» Problem details:
Please set down each record exactly as it appears, but leave out any pictures.

» The records:
########################################
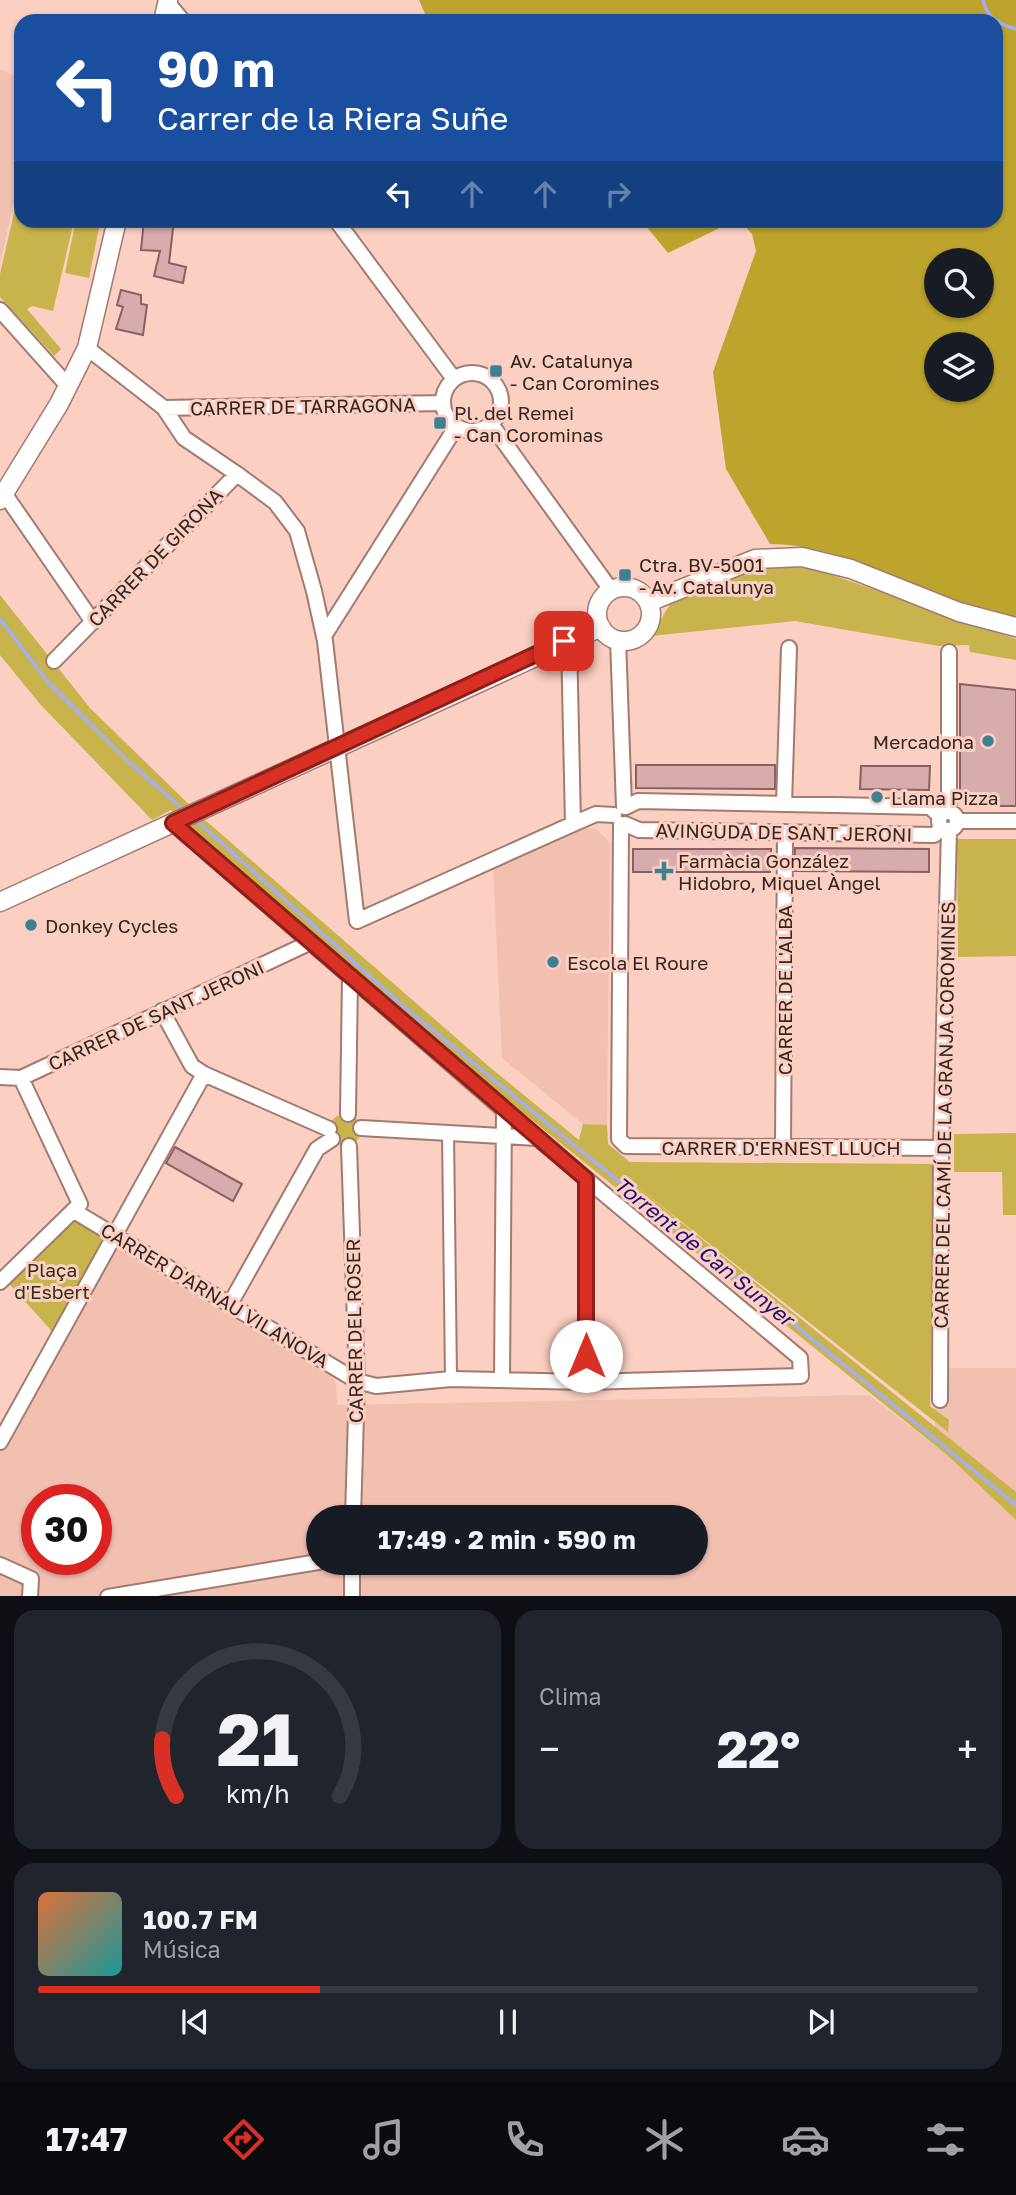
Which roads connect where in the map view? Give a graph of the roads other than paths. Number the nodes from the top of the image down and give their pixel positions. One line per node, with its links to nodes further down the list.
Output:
1 (115, 228): 4 (street)
2 (343, 228): 5 (street)
3 (0, 310): 6 (street)
4 (87, 348): 6 (street); 8 (street, CARRER DE GIRONA)
5 (454, 379): 7 (street); 9 (street)
6 (68, 386): 12 (street)
7 (443, 403): 8 (street, CARRER DE TARRAGONA); 10 (street)
8 (164, 408): 11 (street, CARRER DE GIRONA)
9 (491, 424): 10 (street); 13 (street)
10 (456, 427): 18 (street)
11 (237, 474): 15 (street, CARRER DE GIRONA); 18 (street)
12 (2, 497): 15 (street)
13 (611, 590): 14 (street); 16 (street)
14 (649, 602): 17 (street); 20 (street)
15 (93, 622): 23 (street, CARRER DE GIRONA)
16 (601, 627): 19 (street); 20 (street)
17 (1016, 627)
18 (324, 636): 24 (street)
19 (569, 639): 24 (street); 30 (street)
20 (618, 639): 26 (street)
21 (789, 648): 25 (street)
22 (949, 652): 28 (street, CARRER DEL CAMÍ DE LA GRANJA COROMINES)
23 (54, 662)
24 (338, 745): 27 (street); 30 (street)
25 (784, 804): 26 (street, AVINGUDA DE SANT JERONI); 28 (street, AVINGUDA DE SANT JERONI)
26 (622, 815): 30 (street); 31 (street, AVINGUDA DE SANT JERONI); 47 (street, CARRER D'ERNEST LLUCH)
27 (176, 821): 32 (street); 33 (street)
28 (947, 821): 29 (street, AVINGUDA DE SANT JERONI); 31 (street, AVINGUDA DE SANT JERONI); 48 (street, CARRER DEL CAMÍ DE LA GRANJA COROMINES)
29 (1016, 821)
30 (573, 824)
31 (785, 832): 47 (street, CARRER DE L'ALBA)
32 (0, 902)
33 (309, 943): 34 (street); 35 (street, CARRER DE SANT JERONI)
34 (350, 978): 39 (street); 40 (street)
35 (162, 1011): 36 (street); 38 (street, CARRER DE SANT JERONI)
36 (204, 1074): 43 (street); 51 (street)
37 (0, 1077): 38 (street, CARRER DE SANT JERONI)
38 (21, 1078): 50 (street)
39 (504, 1110): 44 (street); 45 (street)
40 (348, 1115): 41 (street); 43 (street)
41 (360, 1128): 42 (street); 46 (street)
42 (448, 1132): 44 (street); 54 (street)
43 (330, 1134): 46 (street); 53 (street)
44 (504, 1135): 45 (street); 55 (street)
45 (537, 1138): 49 (street)
46 (349, 1146): 56 (street, CARRER DEL ROSER)
47 (783, 1148): 48 (street, CARRER D'ERNEST LLUCH)
48 (941, 1148): 58 (street, CARRER DEL CAMÍ DE LA GRANJA COROMINES)
49 (586, 1179): 57 (street); 57 (street)
50 (77, 1208): 51 (street, CARRER D'ARNAU VILANOVA); 52 (street)
51 (116, 1234): 53 (street, CARRER D'ARNAU VILANOVA); 59 (street)
52 (0, 1282)
53 (230, 1304): 56 (street, CARRER D'ARNAU VILANOVA)
54 (451, 1379): 55 (street); 56 (street)
55 (502, 1380): 57 (street)
56 (356, 1381): 60 (street, CARRER DEL ROSER)
57 (586, 1382)
58 (940, 1400)
59 (0, 1442)
60 (353, 1505)
61 (306, 1564): 65 (street)
62 (0, 1565): 64 (street)
63 (352, 1575): 66 (street)
64 (30, 1596)
65 (114, 1596)
66 (352, 1596)

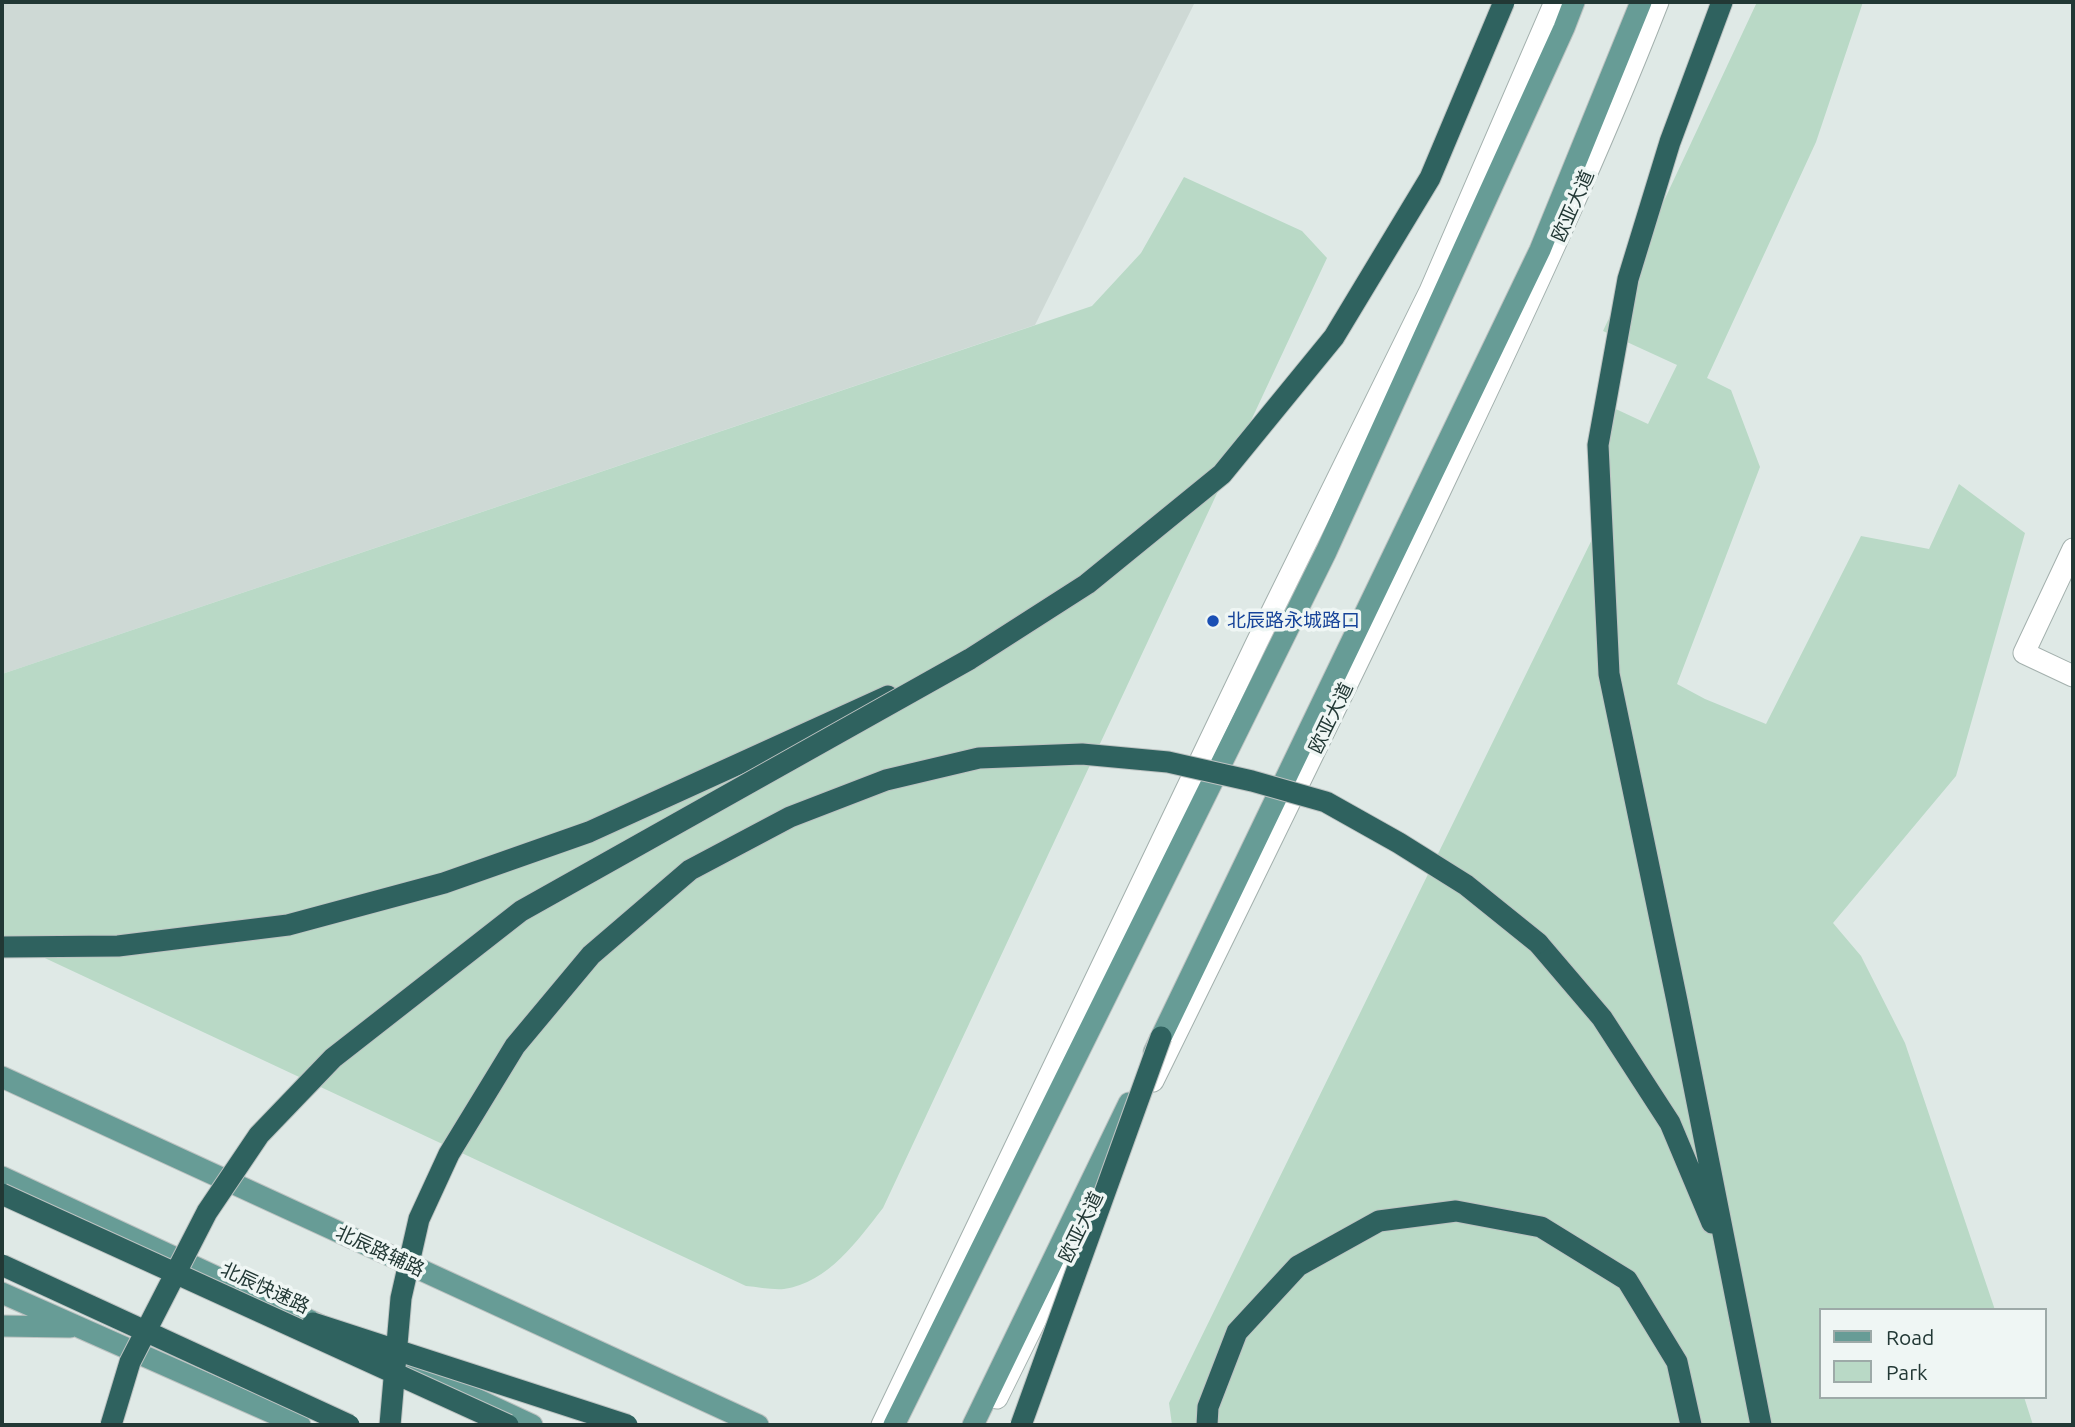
########################################
» Task result:
Which roads connect where in the map view? Give a graph of the roads other than paths. Number the nodes from the top of the image down and give their pixel positions. One line per node, with its links to nodes further down the list.
Output:
1 (115, 228): 4 (street)
2 (343, 228): 5 (street)
3 (0, 310): 6 (street)
4 (87, 348): 6 (street); 8 (street, CARRER DE GIRONA)
5 (454, 379): 7 (street); 9 (street)
6 (68, 386): 12 (street)
7 (443, 403): 8 (street, CARRER DE TARRAGONA); 10 (street)
8 (164, 408): 11 (street, CARRER DE GIRONA)
9 (491, 424): 10 (street); 13 (street)
10 (456, 427): 18 (street)
11 (237, 474): 15 (street, CARRER DE GIRONA); 18 (street)
12 (2, 497): 15 (street)
13 (611, 590): 14 (street); 16 (street)
14 (649, 602): 17 (street); 20 (street)
15 (93, 622): 23 (street, CARRER DE GIRONA)
16 (601, 627): 19 (street); 20 (street)
17 (1016, 627)
18 (324, 636): 24 (street)
19 (569, 639): 24 (street); 30 (street)
20 (618, 639): 26 (street)
21 (789, 648): 25 (street)
22 (949, 652): 28 (street, CARRER DEL CAMÍ DE LA GRANJA COROMINES)
23 (54, 662)
24 (338, 745): 27 (street); 30 (street)
25 (784, 804): 26 (street, AVINGUDA DE SANT JERONI); 28 (street, AVINGUDA DE SANT JERONI)
26 (622, 815): 30 (street); 31 (street, AVINGUDA DE SANT JERONI); 47 (street, CARRER D'ERNEST LLUCH)
27 (176, 821): 32 (street); 33 (street)
28 (947, 821): 29 (street, AVINGUDA DE SANT JERONI); 31 (street, AVINGUDA DE SANT JERONI); 48 (street, CARRER DEL CAMÍ DE LA GRANJA COROMINES)
29 (1016, 821)
30 (573, 824)
31 (785, 832): 47 (street, CARRER DE L'ALBA)
32 (0, 902)
33 (309, 943): 34 (street); 35 (street, CARRER DE SANT JERONI)
34 (350, 978): 39 (street); 40 (street)
35 (162, 1011): 36 (street); 38 (street, CARRER DE SANT JERONI)
36 (204, 1074): 43 (street); 51 (street)
37 (0, 1077): 38 (street, CARRER DE SANT JERONI)
38 (21, 1078): 50 (street)
39 (504, 1110): 44 (street); 45 (street)
40 (348, 1115): 41 (street); 43 (street)
41 (360, 1128): 42 (street); 46 (street)
42 (448, 1132): 44 (street); 54 (street)
43 (330, 1134): 46 (street); 53 (street)
44 (504, 1135): 45 (street); 55 (street)
45 (537, 1138): 49 (street)
46 (349, 1146): 56 (street, CARRER DEL ROSER)
47 (783, 1148): 48 (street, CARRER D'ERNEST LLUCH)
48 (941, 1148): 58 (street, CARRER DEL CAMÍ DE LA GRANJA COROMINES)
49 (586, 1179): 57 (street); 57 (street)
50 (77, 1208): 51 (street, CARRER D'ARNAU VILANOVA); 52 (street)
51 (116, 1234): 53 (street, CARRER D'ARNAU VILANOVA); 59 (street)
52 (0, 1282)
53 (230, 1304): 56 (street, CARRER D'ARNAU VILANOVA)
54 (451, 1379): 55 (street); 56 (street)
55 (502, 1380): 57 (street)
56 (356, 1381): 60 (street, CARRER DEL ROSER)
57 (586, 1382)
58 (940, 1400)
59 (0, 1442)
60 (353, 1505)
61 (306, 1564): 65 (street)
62 (0, 1565): 64 (street)
63 (352, 1575): 66 (street)
64 (30, 1596)
65 (114, 1596)
66 (352, 1596)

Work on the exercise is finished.